Microservices are one possible architectural choice when building scalable systems. With microservices we build many small components, focused on business use-cases, with clear interfaces between services. Components are designed to work in orchestration, each one being a part of the team, with most commonly used interface being REST API. With this in mind, we are faced with a challenge of implementing a security system that can follow this chosen architecture, without becoming a bottleneck. Also, the choice of REST API, as a specialization of HTTP protocol narrows down possible solutions to the problem.
In this talk we will first cover some theoretical aspects of security architectures. With security systems mostly focused on Identification, Authentication and Authorization, we will look into different implementations of security systems regarding these aspects.
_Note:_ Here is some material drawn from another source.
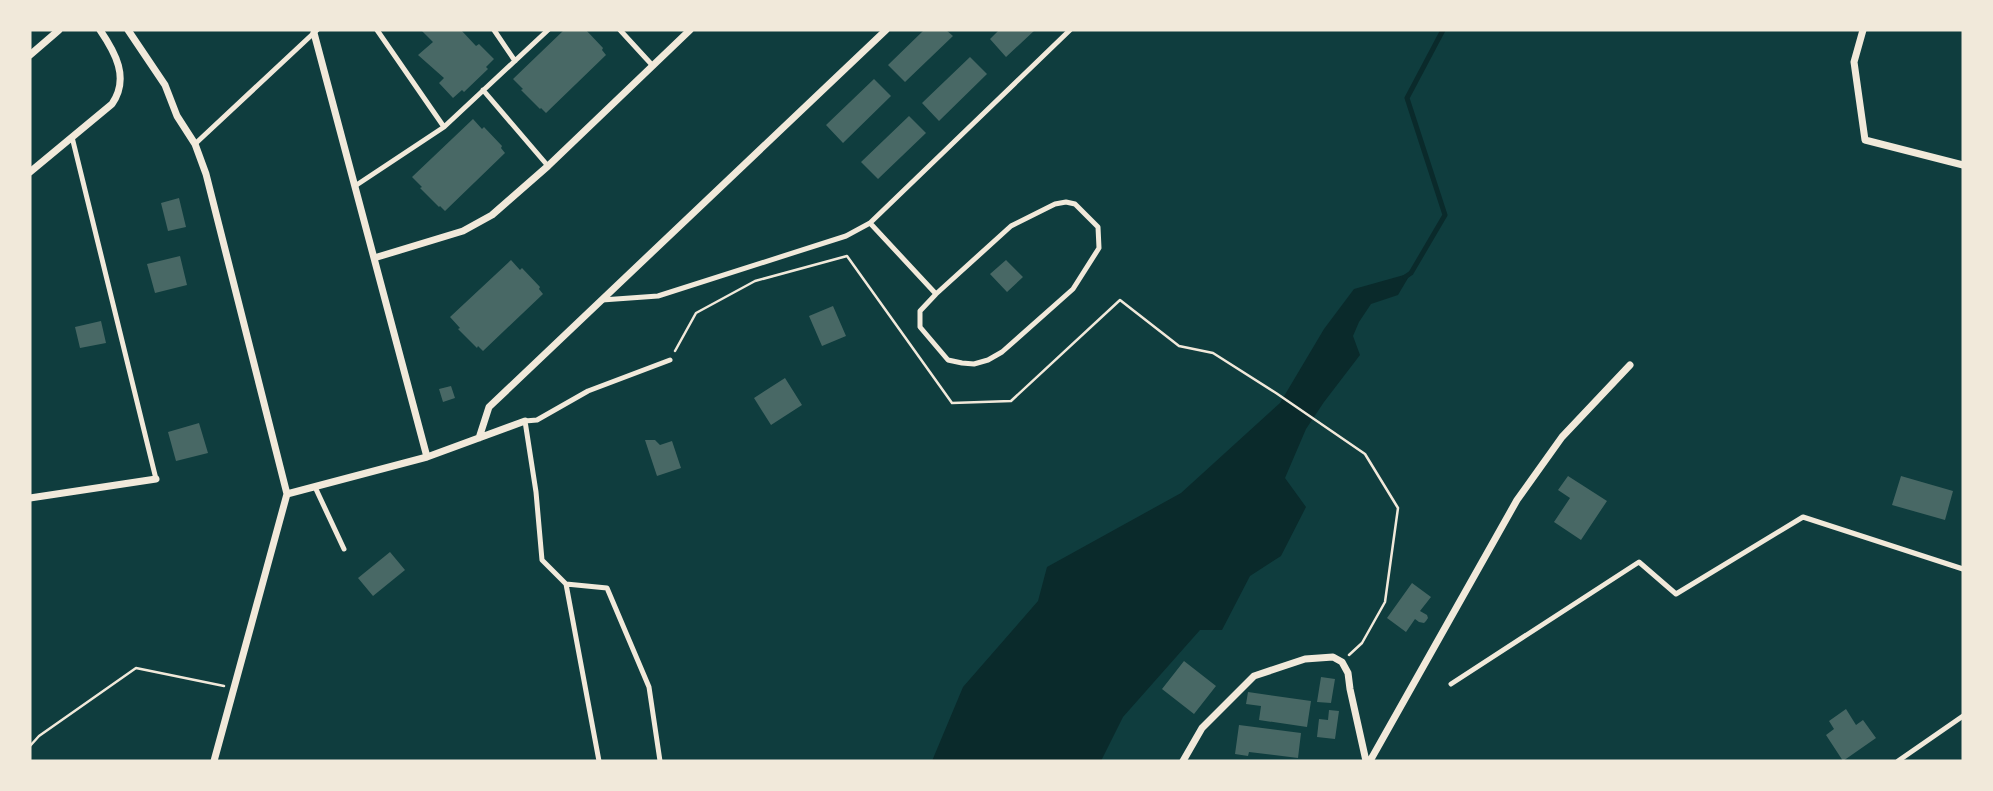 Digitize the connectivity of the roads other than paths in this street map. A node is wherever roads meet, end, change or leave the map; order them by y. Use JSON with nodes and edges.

Authentication systems will be roughly divided into three categories:
*Local (local user store)
*Distributed (NAS, LDAP, SQL-based)
*Delegated (Kerberos, OAuth2, SAML2)
Authorization is a process of deciding whether some action upon some target, by some entity, should be allowed. Authorization systems can roughly be divided into two groups:
*Target based (UNIX DAC, ACL,...)
*Subject based (RBAC, entitlements)
With this in mind and having microservices as platform to apply security to, we are faced with a challenge of choosing the right architecture, so that we harnes and not hinder the power of our chosen platform. We will argue that the best choice for the microservices architecture is delegated or token-based authentication. Given the most prevalent inter-service interface is REST API, we will look into OAuth2, SAML2 and OAuth2/JWT as authentication-authorization mechanism. With that in mind, we will show differences in authorization when using these three mechanisms. We will show some examples of using OAuth2 + JWT as token-based mechanism and see pros and cons of each approach. SAML2 being similar in some aspects to JWT will be briefly mentioned.